ScummVM 0.8.0 has been released.  It comes with the following improvements:

  • New improved launcher and in-game GUI
  • Support for Inherit the Earth and Gobliiins
  • Playstation Portable, Playstation 2 and EPOC/SymbianOS ports
  • CGA and Hercules rendering modes for some games
  • Preliminary support for NES and C64 LucasArts games
  • Much improved support for Humongous Entertainment children games (Freddi Fish, Pajama Sam, Putt-Putt, Spy Fox, Fatty Bear, Backyard Sports and Buzzy)

In addition, the freeware CD edition of Revolution Software’s Beneath a Steel Sky has been updated to the last-known-released version, and it has been updated with the now-needed SKY.CPT file. You can download the latest version from  ScummVM’s downloads page.

DreamCon 2005

This year, the Midwest Gaming Classic won’t be held, so last year’s Dream On at the Midwest Gaming Classic is now the DreamCon. The convention will be held at the East Coast Gaming Expo on July 25th, 2005 in Reading, Pennsylvania.

As the Midwest Gaming Classic is the usual place for new GOAT Store Publishing games to debut, DreamCon 2005 will feature a playable demo of Cool Herders.
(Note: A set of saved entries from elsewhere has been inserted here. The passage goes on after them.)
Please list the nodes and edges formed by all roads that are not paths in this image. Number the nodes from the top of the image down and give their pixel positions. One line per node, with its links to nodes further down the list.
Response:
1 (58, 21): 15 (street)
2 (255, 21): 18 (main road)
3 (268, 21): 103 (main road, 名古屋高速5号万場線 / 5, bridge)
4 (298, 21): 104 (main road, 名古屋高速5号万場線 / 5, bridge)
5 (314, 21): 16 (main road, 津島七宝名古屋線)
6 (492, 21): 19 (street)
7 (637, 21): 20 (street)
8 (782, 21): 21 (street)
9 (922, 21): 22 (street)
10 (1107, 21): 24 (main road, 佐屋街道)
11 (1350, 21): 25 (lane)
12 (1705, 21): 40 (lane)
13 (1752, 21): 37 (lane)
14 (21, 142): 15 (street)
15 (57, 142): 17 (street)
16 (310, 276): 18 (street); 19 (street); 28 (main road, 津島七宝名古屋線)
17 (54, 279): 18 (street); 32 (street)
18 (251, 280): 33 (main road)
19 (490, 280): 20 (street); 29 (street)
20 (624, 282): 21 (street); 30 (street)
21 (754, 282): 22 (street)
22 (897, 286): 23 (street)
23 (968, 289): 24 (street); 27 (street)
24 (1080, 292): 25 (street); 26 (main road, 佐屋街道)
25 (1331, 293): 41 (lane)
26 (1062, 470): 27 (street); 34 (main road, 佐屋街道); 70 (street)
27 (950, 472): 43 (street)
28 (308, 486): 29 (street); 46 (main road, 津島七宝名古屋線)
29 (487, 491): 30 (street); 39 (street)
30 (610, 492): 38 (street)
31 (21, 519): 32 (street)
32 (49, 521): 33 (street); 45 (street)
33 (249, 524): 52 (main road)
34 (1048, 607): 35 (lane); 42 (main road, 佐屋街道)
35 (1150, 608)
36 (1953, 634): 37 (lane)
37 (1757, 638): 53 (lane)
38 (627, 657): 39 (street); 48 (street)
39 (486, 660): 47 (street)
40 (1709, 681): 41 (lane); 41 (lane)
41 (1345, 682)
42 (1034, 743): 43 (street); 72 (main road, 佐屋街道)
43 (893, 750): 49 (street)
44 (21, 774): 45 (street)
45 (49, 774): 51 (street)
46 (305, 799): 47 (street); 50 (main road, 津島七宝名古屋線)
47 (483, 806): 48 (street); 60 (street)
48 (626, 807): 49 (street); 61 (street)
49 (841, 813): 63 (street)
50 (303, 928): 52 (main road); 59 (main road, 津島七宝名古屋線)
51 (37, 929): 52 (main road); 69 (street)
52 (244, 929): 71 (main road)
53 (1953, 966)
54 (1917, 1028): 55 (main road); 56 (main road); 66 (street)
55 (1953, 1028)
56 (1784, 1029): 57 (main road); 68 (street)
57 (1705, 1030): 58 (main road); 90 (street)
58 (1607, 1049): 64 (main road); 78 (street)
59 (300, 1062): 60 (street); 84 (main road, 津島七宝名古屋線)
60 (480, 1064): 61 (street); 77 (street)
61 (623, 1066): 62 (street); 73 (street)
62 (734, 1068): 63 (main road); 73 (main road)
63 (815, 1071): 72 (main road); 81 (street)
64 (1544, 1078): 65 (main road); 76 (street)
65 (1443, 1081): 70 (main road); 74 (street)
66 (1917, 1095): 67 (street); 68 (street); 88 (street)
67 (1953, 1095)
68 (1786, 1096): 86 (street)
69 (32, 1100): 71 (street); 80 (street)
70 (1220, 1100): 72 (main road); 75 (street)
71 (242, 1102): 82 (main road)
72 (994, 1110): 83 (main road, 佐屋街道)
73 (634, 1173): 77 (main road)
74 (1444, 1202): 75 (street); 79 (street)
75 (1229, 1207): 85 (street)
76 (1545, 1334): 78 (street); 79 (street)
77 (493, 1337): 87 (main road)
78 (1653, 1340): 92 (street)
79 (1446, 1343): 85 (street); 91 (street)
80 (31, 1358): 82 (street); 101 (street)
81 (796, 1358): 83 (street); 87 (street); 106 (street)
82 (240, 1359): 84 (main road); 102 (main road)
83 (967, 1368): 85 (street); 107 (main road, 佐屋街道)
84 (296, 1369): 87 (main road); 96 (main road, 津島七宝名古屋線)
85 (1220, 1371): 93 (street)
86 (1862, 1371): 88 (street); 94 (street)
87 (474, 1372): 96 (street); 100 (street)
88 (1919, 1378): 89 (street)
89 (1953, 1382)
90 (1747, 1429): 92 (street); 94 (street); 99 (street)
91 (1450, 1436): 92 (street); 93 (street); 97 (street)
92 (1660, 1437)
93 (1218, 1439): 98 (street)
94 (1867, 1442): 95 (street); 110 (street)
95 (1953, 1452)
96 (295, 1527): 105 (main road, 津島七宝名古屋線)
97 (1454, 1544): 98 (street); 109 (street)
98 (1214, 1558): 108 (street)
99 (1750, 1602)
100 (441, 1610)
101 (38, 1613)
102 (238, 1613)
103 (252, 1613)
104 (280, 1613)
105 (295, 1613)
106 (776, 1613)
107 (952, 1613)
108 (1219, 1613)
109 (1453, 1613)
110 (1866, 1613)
It will also be host to many familiar names from the Dreamcast community. Sam Steele will be present with updated versions of DCSquares and DCBlap. Lawrence Sebald will have updated versions of his RPGs, ljsdcdev and DCRPG on hand. I.M Weasel will have his Macintosh burning tools available. Curt Grymala will represent DC Evolution and DCHelp with a “burning station” and several of DC Evolution’s compilations available on a high-quality CD-R with a laser printed label and booklet with a CD case. I will represent The GOAT StoreDreamcast-SceneScreamcast, and Cydoca Entertainment. Playable versions of Grizzlies: Forest Prelude and Feet of Fury will be available. Fackue’s Dreamcast Development discs will also available to anyone who wanted to get into Dreamcast developing.

ScummVM 0.7.0 Released

ScummVM 0.7.0 has been released, just in time for Christmas Eve.  It comes with the following improvements:

  • Added preliminary support for 26 Humongous Entertainment titles
  • Added support for FLAC (lossless) encoded audio files
  • Added native support for Macintosh versions of some SCUMM games — this means the ‘rescumm’ tool is now mostly obsolete, and you can now play those games directly from the original CD
  • Added smooth horizontal scrolling for The Dig, Full Throttle and COMI (matching the original engine)
  • Added support for compressed speech and music in Broken Sword 1 and 2
  • And as usual, we fixed lots and lots of bugs

Future of Dreamcast Production

Dan Loosen has posted news about the status of Inhabitants and Maqiupai as well as future Goat Store games in this topic on the Dcemulation forums. Here is an excerpt from the post:

WE ARE BACK IN PRODUCTION! Yes, that’s right! The games are FINALLY being pressed! I don’t yet have a timeline, but I will keep everyone updated as best as I can. What I was guessing would happen did not happen… at least not in the way that I was guessing it would. Basically, you’ll have to trust me when I say that there is a LOT of stuff that I don’t have the authority to talk about, but has gone right. We officially did not end up with the permission that I sought. The future of production DC games (however) looks very secure. And the system will be much more streamlined. As soon as I can get everything lined up, you should start hearing news about the next two games that we are getting ready to put into production. The first one is GOAT Games Vol. 1, as many people could probably guess. The second game should be a big surprise to many of you

The GOAT store is also setting up an affiliate program for which you can have a link or a banner on your website and for every sale that is made through that referral link, you get 5% of that sale.

So get the news of these games out by spreading the word to every game site, review site, and news site that you can think of, and join the affiliate program to get a percentage of the sales!